Quem acredita que há margem para baixar os custos da energia em Portugal é o presidente da Riopele, José Alexandre Oliveira: “Há margem, agora essa é uma decisão política. No entanto, não acredito que baixem a médio prazo porque não há vontade política para o fazer. O certo é que enquanto nada muda, as empresas portuguesas vão continuar a ter a concorrência do Vietname e da Índia, por exemplo, e a perder competitividade”.

José Alexandre Oliveira
"Há margem para baixar os custos da energia, há é falta de vontade política para o fazer"

Uma das vozes que se tem insurgido contra o preço da energia é a de João Costa, presidente da ATP. O problema é reconhecido por todos e a solução? “O país precisa de criar um mix: renováveis/tradicionais, que impeça a energia de continuar a ser um fator de perda de competitividade”, responde.

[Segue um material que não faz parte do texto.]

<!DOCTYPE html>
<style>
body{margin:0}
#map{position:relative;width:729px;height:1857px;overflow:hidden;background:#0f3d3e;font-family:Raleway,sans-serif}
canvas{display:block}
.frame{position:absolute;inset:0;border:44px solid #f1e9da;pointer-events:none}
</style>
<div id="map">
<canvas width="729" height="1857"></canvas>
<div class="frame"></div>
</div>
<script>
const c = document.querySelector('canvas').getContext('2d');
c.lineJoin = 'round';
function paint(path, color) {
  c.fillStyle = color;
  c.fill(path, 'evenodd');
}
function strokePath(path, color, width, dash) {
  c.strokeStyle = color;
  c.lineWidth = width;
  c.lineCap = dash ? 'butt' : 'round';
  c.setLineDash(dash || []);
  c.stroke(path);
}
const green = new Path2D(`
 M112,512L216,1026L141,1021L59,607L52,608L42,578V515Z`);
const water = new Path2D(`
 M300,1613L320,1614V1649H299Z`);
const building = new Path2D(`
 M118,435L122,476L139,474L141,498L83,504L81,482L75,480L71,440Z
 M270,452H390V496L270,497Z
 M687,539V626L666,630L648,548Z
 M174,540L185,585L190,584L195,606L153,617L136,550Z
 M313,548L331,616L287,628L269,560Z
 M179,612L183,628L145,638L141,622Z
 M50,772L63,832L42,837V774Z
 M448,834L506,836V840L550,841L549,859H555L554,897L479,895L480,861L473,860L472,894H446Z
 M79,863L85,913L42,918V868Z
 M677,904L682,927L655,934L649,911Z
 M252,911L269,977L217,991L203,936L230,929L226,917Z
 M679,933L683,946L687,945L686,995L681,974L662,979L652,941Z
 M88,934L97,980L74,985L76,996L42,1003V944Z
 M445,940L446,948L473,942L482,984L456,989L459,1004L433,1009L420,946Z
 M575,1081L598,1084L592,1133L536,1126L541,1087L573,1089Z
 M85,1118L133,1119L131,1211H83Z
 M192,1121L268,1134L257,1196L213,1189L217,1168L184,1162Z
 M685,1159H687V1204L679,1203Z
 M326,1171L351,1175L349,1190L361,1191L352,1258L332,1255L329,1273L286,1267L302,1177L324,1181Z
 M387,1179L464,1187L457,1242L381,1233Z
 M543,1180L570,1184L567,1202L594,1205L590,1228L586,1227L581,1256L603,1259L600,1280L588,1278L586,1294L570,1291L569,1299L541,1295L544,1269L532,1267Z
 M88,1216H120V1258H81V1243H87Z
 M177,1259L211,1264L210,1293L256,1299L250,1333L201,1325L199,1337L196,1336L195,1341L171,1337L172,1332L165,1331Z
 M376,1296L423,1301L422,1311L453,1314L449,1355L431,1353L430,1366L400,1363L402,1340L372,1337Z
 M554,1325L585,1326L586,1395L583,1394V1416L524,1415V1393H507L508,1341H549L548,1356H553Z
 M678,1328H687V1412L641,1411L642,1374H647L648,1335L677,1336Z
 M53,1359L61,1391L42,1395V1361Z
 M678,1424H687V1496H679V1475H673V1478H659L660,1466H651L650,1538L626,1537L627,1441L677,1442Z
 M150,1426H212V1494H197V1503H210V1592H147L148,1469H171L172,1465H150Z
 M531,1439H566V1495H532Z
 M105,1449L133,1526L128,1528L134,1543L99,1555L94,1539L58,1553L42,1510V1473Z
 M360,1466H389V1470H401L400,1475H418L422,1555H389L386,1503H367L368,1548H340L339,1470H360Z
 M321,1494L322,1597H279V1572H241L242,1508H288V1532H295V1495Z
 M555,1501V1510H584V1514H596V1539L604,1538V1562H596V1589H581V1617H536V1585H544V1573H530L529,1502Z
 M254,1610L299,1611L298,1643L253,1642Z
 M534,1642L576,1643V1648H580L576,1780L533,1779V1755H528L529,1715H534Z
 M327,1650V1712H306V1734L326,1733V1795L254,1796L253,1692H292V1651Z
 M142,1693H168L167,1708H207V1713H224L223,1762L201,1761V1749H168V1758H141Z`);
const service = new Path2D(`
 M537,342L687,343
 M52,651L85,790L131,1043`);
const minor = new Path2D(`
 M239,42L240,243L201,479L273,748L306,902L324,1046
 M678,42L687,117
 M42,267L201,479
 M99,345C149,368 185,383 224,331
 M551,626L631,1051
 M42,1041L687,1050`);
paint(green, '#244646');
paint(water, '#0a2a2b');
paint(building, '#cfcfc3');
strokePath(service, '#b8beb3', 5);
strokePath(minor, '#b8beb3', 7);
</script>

Vítor Abreu, presidente do conselho de administração da Endutex Revestimentos, encara o problema como uma questão política, mais do que técnica. No seu caso, realizou investimentos na cogeração e fotovoltaicas. “Vendemos quase toda a energia à rede, exceto a energia térmica que usamos no nosso processo produtivo. Para nós, a cogeração é mais uma área de negócio”, refere.

No passado, algumas empresas do setor têxtil português recorreram à cogeração enquanto garante de auto-suficiência e também negócio, vendendo energia. António Amorim lembra que ao tratar-se de investimentos pesados, só estavam ao alcance das empresas de maior dimensão. “Temos de ter em consideração que o tecido empresarial têxtil é constituído maioritariamente por pequenas e médias empresas”, adverte.

O presidente do Citeve garante que as empresas têm racionalizado a sua produção com sistemas mais eficientes e menos pesados em termos de consumo de energia. “Há uma preocupação constante no sentido de diminuir o consumo e a eficiência energética”, diz. Para concluir que “o setor tem uma grande resistência a todas as adversidades, está demonstrado, tem conseguido vencer as dificuldades e até crescido. Mas quando se reivindica mais feriados, mais férias, mais aumentos salariais, é preciso ter consciência de que se não houver uma diminuição de custos noutras componentes do custo de fabricação, é o caso da energia, as empresas perdem competitividade”.